• [EXERCISE DESCRIPTION]:
Please look for the string "Robyns" below and report every line in which it occurs.

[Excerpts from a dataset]
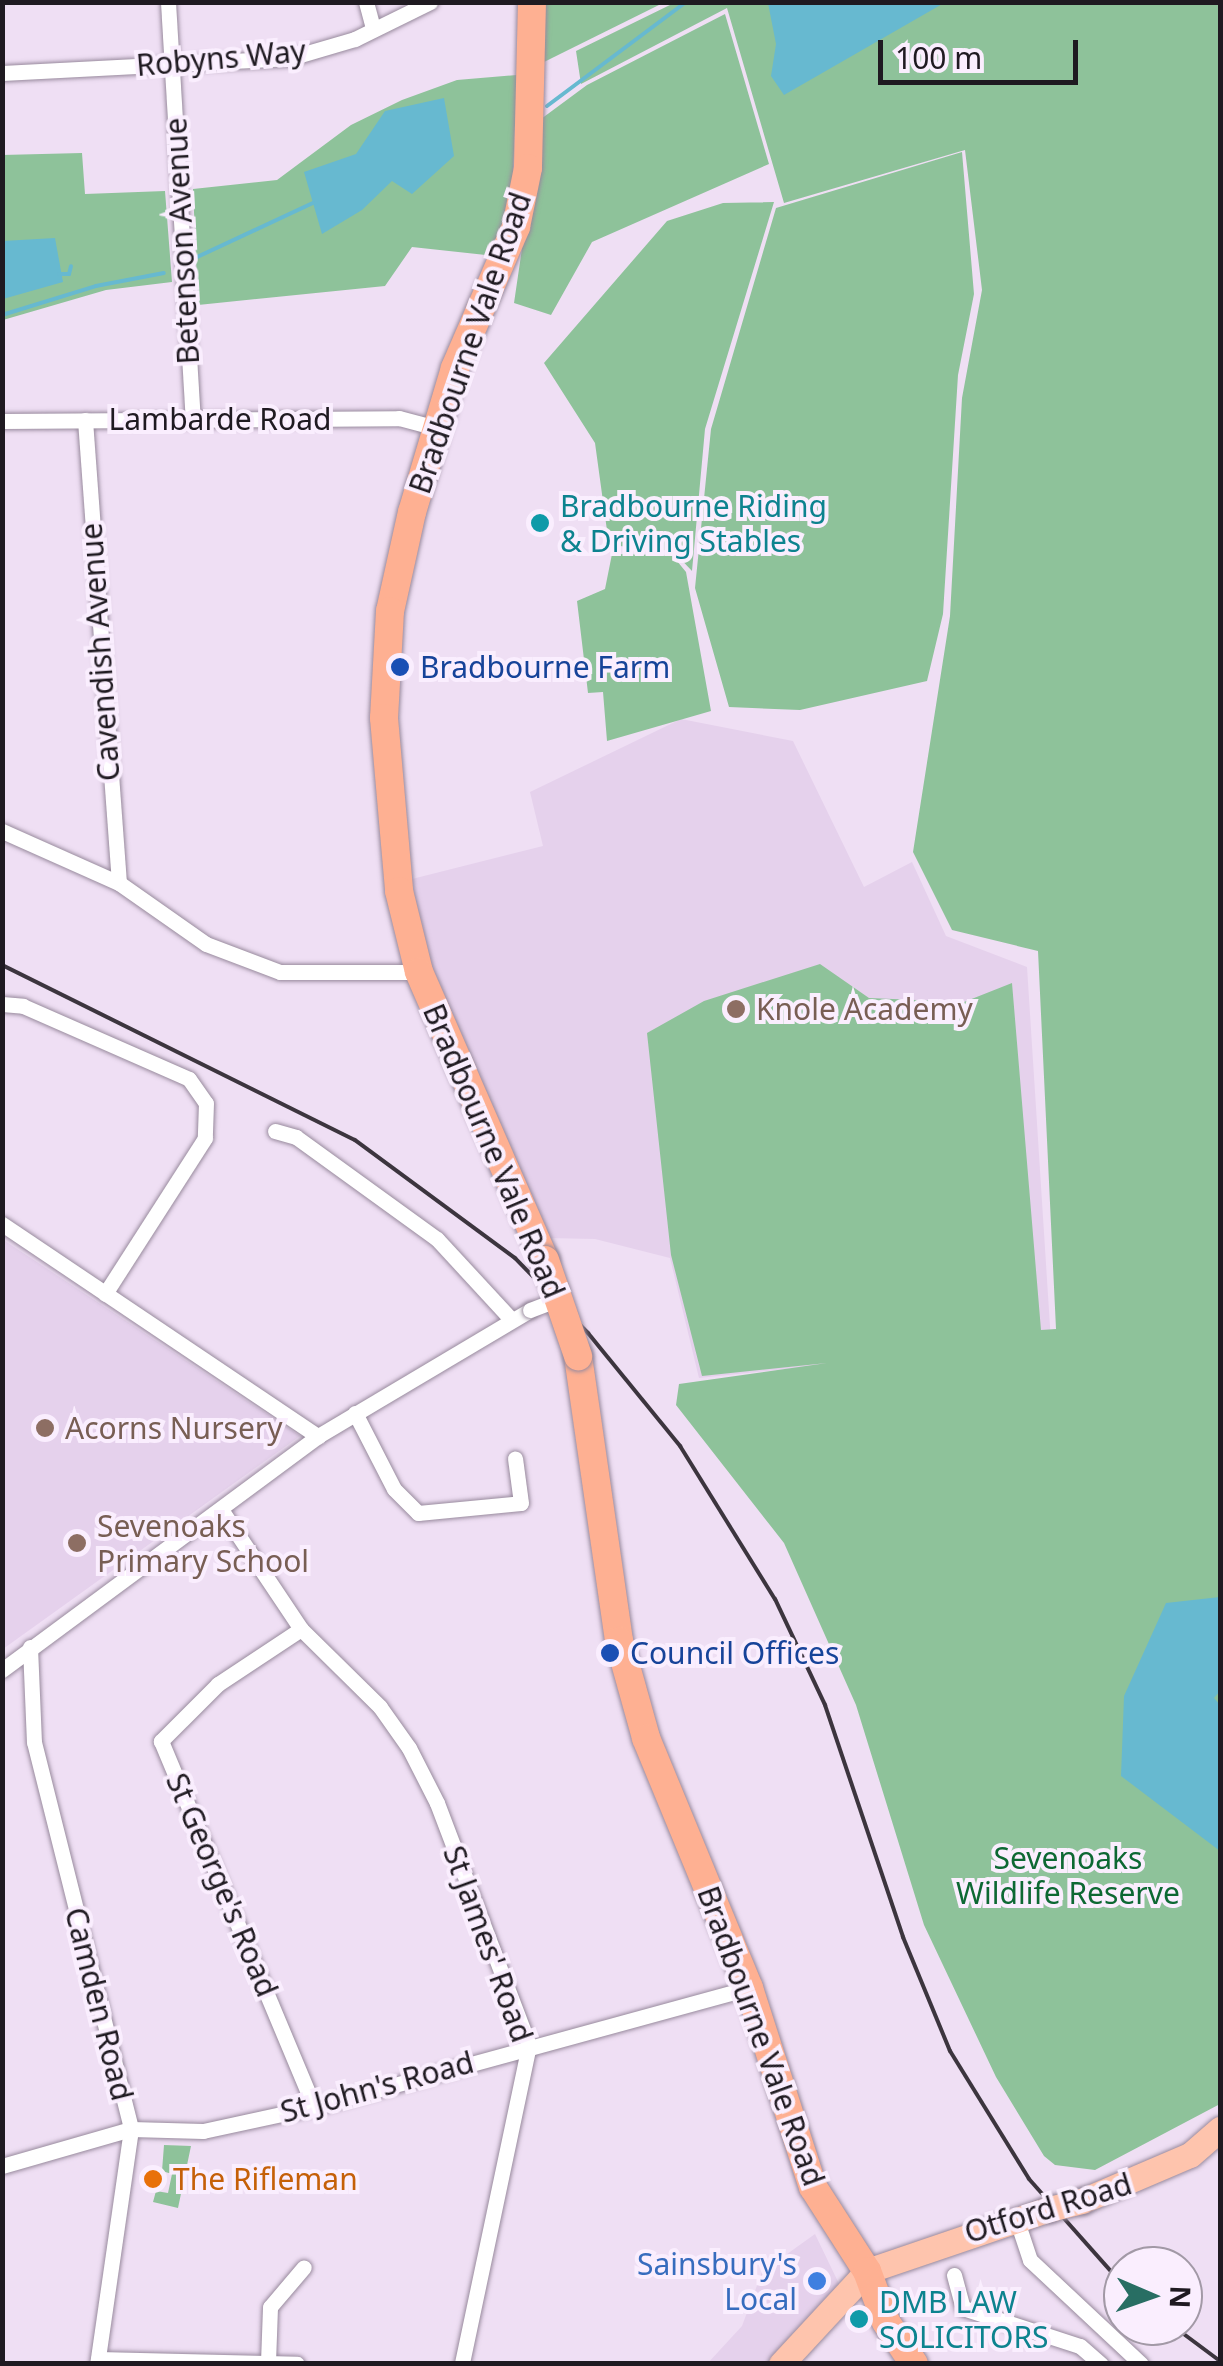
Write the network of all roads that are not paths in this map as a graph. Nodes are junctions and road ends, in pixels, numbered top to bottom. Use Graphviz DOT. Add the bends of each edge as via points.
graph roads {
  1 [pos="168,2"];
  2 [pos="366,2"];
  3 [pos="430,2"];
  4 [pos="532,2"];
  5 [pos="373,29"];
  6 [pos="171,65"];
  7 [pos="2,73"];
  8 [pos="84,420"];
  9 [pos="193,420"];
  10 [pos="2,421"];
  11 [pos="436,428"];
  12 [pos="2,831"];
  13 [pos="119,883"];
  14 [pos="419,972"];
  15 [pos="2,1004"];
  16 [pos="274,1132"];
  17 [pos="2,1224"];
  18 [pos="105,1294"];
  19 [pos="558,1299"];
  20 [pos="510,1318"];
  21 [pos="355,1414"];
  22 [pos="318,1436"];
  23 [pos="515,1458"];
  24 [pos="222,1510"];
  25 [pos="301,1629"];
  26 [pos="30,1647"];
  27 [pos="2,1670"];
  28 [pos="749,1988"];
  29 [pos="529,2045"];
  30 [pos="314,2108"];
  31 [pos="130,2129"];
  32 [pos="1220,2129"];
  33 [pos="2,2166"];
  34 [pos="1016,2218"];
  35 [pos="304,2266"];
  36 [pos="867,2272"];
  37 [pos="954,2276"];
  38 [pos="97,2361"];
  39 [pos="268,2362"];
  40 [pos="297,2364"];
  41 [pos="462,2364"];
  42 [pos="781,2364"];
  43 [pos="914,2364"];
  44 [pos="1101,2364"];
  45 [pos="1140,2364"];
  1 -- 6 [label="street, Betenson Avenue"];
  2 -- 5 [label="street"];
  3 -- 5 [label="street, Robyns Way"];
  4 -- 11 [label="highway, Bradbourne Vale Road" via="530,151 516,227"];
  5 -- 6 [label="street, Robyns Way" via="290,58"];
  6 -- 7 [label="street, Robyns Way"];
  6 -- 9 [label="street, Betenson Avenue"];
  8 -- 9 [label="street, Lambarde Road"];
  8 -- 10 [label="street, Lambarde Road"];
  8 -- 13 [label="street, Cavendish Avenue"];
  9 -- 11 [label="street, Lambarde Road" via="399,418"];
  11 -- 14 [label="highway, Bradbourne Vale Road" via="390,610 384,718 399,891"];
  12 -- 13 [label="street"];
  13 -- 14 [label="street" via="206,944 280,972"];
  14 -- 19 [label="highway, Bradbourne Vale Road, bridge"];
  15 -- 18 [label="street" via="23,1006 189,1079 206,1103 205,1138"];
  16 -- 20 [label="street" via="296,1138 437,1240"];
  17 -- 18 [label="street"];
  18 -- 22 [label="street"];
  19 -- 20 [label="street, bridge"];
  19 -- 28 [label="highway, Bradbourne Vale Road, bridge" via="578,1356 619,1640 662,1781"];
  20 -- 21 [label="street"];
  21 -- 22 [label="street"];
  21 -- 23 [label="street" via="394,1489 418,1513 522,1503"];
  22 -- 24 [label="street"];
  24 -- 25 [label="street"];
  24 -- 26 [label="street"];
  25 -- 29 [label="street, St James' Road" via="410,1748"];
  25 -- 30 [label="street, St George's Road" via="218,1684 161,1742"];
  26 -- 27 [label="street"];
  26 -- 31 [label="street, Camden Road" via="34,1742"];
  28 -- 29 [label="street, St John's Road"];
  28 -- 36 [label="highway, Bradbourne Vale Road" via="813,2187"];
  29 -- 30 [label="street, St John's Road"];
  29 -- 41 [label="street, St James' Road"];
  30 -- 31 [label="street, St John's Road" via="204,2131"];
  31 -- 33 [label="street, St John's Road"];
  31 -- 38 [label="street, Camden Road"];
  32 -- 34 [label="main road, Otford Road, bridge" via="1190,2155 1082,2201"];
  34 -- 36 [label="main road, Otford Road"];
  34 -- 45 [label="street" via="1039,2270"];
  35 -- 39 [label="street" via="270,2308"];
  36 -- 42 [label="main road"];
  36 -- 43 [label="highway, Bradbourne Vale Road" via="886,2322"];
  37 -- 44 [label="street" via="964,2308 1080,2346"];
  38 -- 39 [label="street"];
  39 -- 40 [label="street"];
}
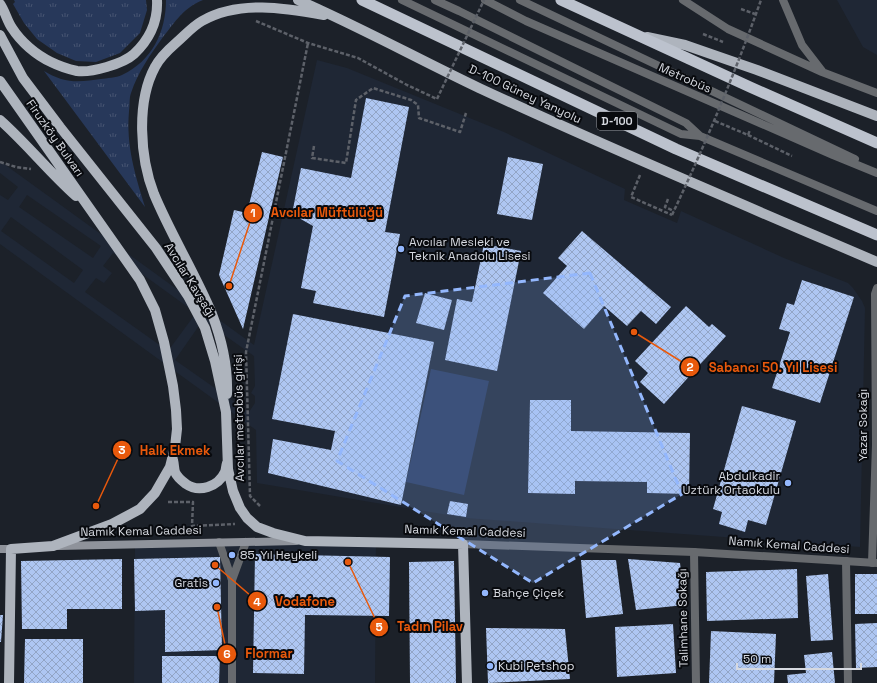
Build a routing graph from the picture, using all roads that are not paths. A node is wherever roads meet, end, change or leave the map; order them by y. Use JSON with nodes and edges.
{"nodes":[{"id":1,"x":157,"y":0,"type":"edge"},
{"id":2,"x":298,"y":0,"type":"edge"},
{"id":3,"x":362,"y":0,"type":"edge"},
{"id":4,"x":402,"y":0,"type":"edge"},
{"id":5,"x":435,"y":0,"type":"edge"},
{"id":6,"x":447,"y":0,"type":"edge"},
{"id":7,"x":484,"y":0,"type":"edge"},
{"id":8,"x":520,"y":0,"type":"edge"},
{"id":9,"x":561,"y":0,"type":"edge"},
{"id":10,"x":683,"y":0,"type":"edge"},
{"id":11,"x":782,"y":0,"type":"edge"},
{"id":12,"x":0,"y":4,"type":"edge"},
{"id":13,"x":459,"y":10,"type":"junction"},
{"id":14,"x":340,"y":18,"type":"junction"},
{"id":15,"x":636,"y":34,"type":"junction"},
{"id":16,"x":0,"y":35,"type":"edge"},
{"id":17,"x":822,"y":72,"type":"junction"},
{"id":18,"x":0,"y":81,"type":"edge"},
{"id":19,"x":877,"y":93,"type":"edge"},
{"id":20,"x":877,"y":116,"type":"edge"},
{"id":21,"x":0,"y":120,"type":"edge"},
{"id":22,"x":700,"y":136,"type":"junction"},
{"id":23,"x":877,"y":143,"type":"edge"},
{"id":24,"x":877,"y":170,"type":"edge"},
{"id":25,"x":877,"y":173,"type":"edge"},
{"id":26,"x":90,"y":209,"type":"junction"},
{"id":27,"x":877,"y":211,"type":"edge"},
{"id":28,"x":877,"y":234,"type":"edge"},
{"id":29,"x":877,"y":262,"type":"edge"},
{"id":30,"x":877,"y":288,"type":"edge"},
{"id":31,"x":226,"y":412,"type":"junction"},
{"id":32,"x":174,"y":452,"type":"junction"},
{"id":33,"x":228,"y":459,"type":"junction"},
{"id":34,"x":305,"y":541,"type":"junction"},
{"id":35,"x":219,"y":542,"type":"junction"},
{"id":36,"x":246,"y":542,"type":"junction"},
{"id":37,"x":463,"y":544,"type":"junction"},
{"id":38,"x":53,"y":546,"type":"junction"},
{"id":39,"x":11,"y":548,"type":"junction"},
{"id":40,"x":0,"y":549,"type":"edge"},
{"id":41,"x":694,"y":552,"type":"junction"},
{"id":42,"x":846,"y":561,"type":"junction"},
{"id":43,"x":875,"y":563,"type":"edge"},
{"id":44,"x":232,"y":580,"type":"junction"},
{"id":45,"x":9,"y":683,"type":"edge"},
{"id":46,"x":232,"y":683,"type":"edge"},
{"id":47,"x":467,"y":683,"type":"edge"},
{"id":48,"x":696,"y":683,"type":"edge"},
{"id":49,"x":848,"y":683,"type":"edge"}],
"edges":[{"from":1,"to":12,"type":"main road"},
{"from":2,"to":14,"type":"main road","name":"D-100 Güney Yanyolu"},
{"from":3,"to":28,"type":"highway","number":"D-100"},
{"from":4,"to":22,"type":"street"},
{"from":5,"to":13,"type":"street"},
{"from":6,"to":13,"type":"street"},
{"from":7,"to":25,"type":"street","name":"Metrobüs"},
{"from":8,"to":24,"type":"street","name":"Metrobüs"},
{"from":9,"to":15,"type":"highway"},
{"from":10,"to":17,"type":"street"},
{"from":11,"to":17,"type":"street"},
{"from":13,"to":22,"type":"street"},
{"from":14,"to":29,"type":"main road","name":"D-100 Güney Yanyolu"},
{"from":14,"to":31,"type":"main road"},
{"from":15,"to":20,"type":"main road"},
{"from":15,"to":23,"type":"highway"},
{"from":16,"to":31,"type":"main road","name":"Avcılar Kavşağı"},
{"from":17,"to":19,"type":"street"},
{"from":18,"to":26,"type":"main road","name":"Firuzköy Bulvarı"},
{"from":21,"to":26,"type":"main road"},
{"from":22,"to":27,"type":"street"},
{"from":26,"to":32,"type":"main road"},
{"from":30,"to":43,"type":"street","name":"Yazar Sokağı"},
{"from":31,"to":33,"type":"main road","name":"Avcılar Kavşağı"},
{"from":32,"to":33,"type":"main road"},
{"from":32,"to":38,"type":"main road","name":"Namık Kemal Caddesi"},
{"from":33,"to":34,"type":"main road","name":"Avcılar Kavşağı"},
{"from":34,"to":36,"type":"main road","name":"Namık Kemal Caddesi"},
{"from":34,"to":37,"type":"main road","name":"Namık Kemal Caddesi"},
{"from":35,"to":36,"type":"main road","name":"Namık Kemal Caddesi"},
{"from":35,"to":38,"type":"main road","name":"Namık Kemal Caddesi"},
{"from":35,"to":44,"type":"street"},
{"from":36,"to":44,"type":"street"},
{"from":37,"to":41,"type":"street","name":"Namık Kemal Caddesi"},
{"from":37,"to":47,"type":"main road"},
{"from":38,"to":39,"type":"main road","name":"Namık Kemal Caddesi"},
{"from":39,"to":40,"type":"main road","name":"Namık Kemal Caddesi"},
{"from":39,"to":45,"type":"main road"},
{"from":41,"to":42,"type":"street","name":"Namık Kemal Caddesi"},
{"from":41,"to":48,"type":"street","name":"Talimhane Sokağı"},
{"from":42,"to":43,"type":"street","name":"Namık Kemal Caddesi"},
{"from":42,"to":49,"type":"street"},
{"from":44,"to":46,"type":"street"}]}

• [WRITTEN RESPONSE]:
  3 -- 5 [label="street, Robyns Way"];
  5 -- 6 [label="street, Robyns Way" via="290,58"];
  6 -- 7 [label="street, Robyns Way"];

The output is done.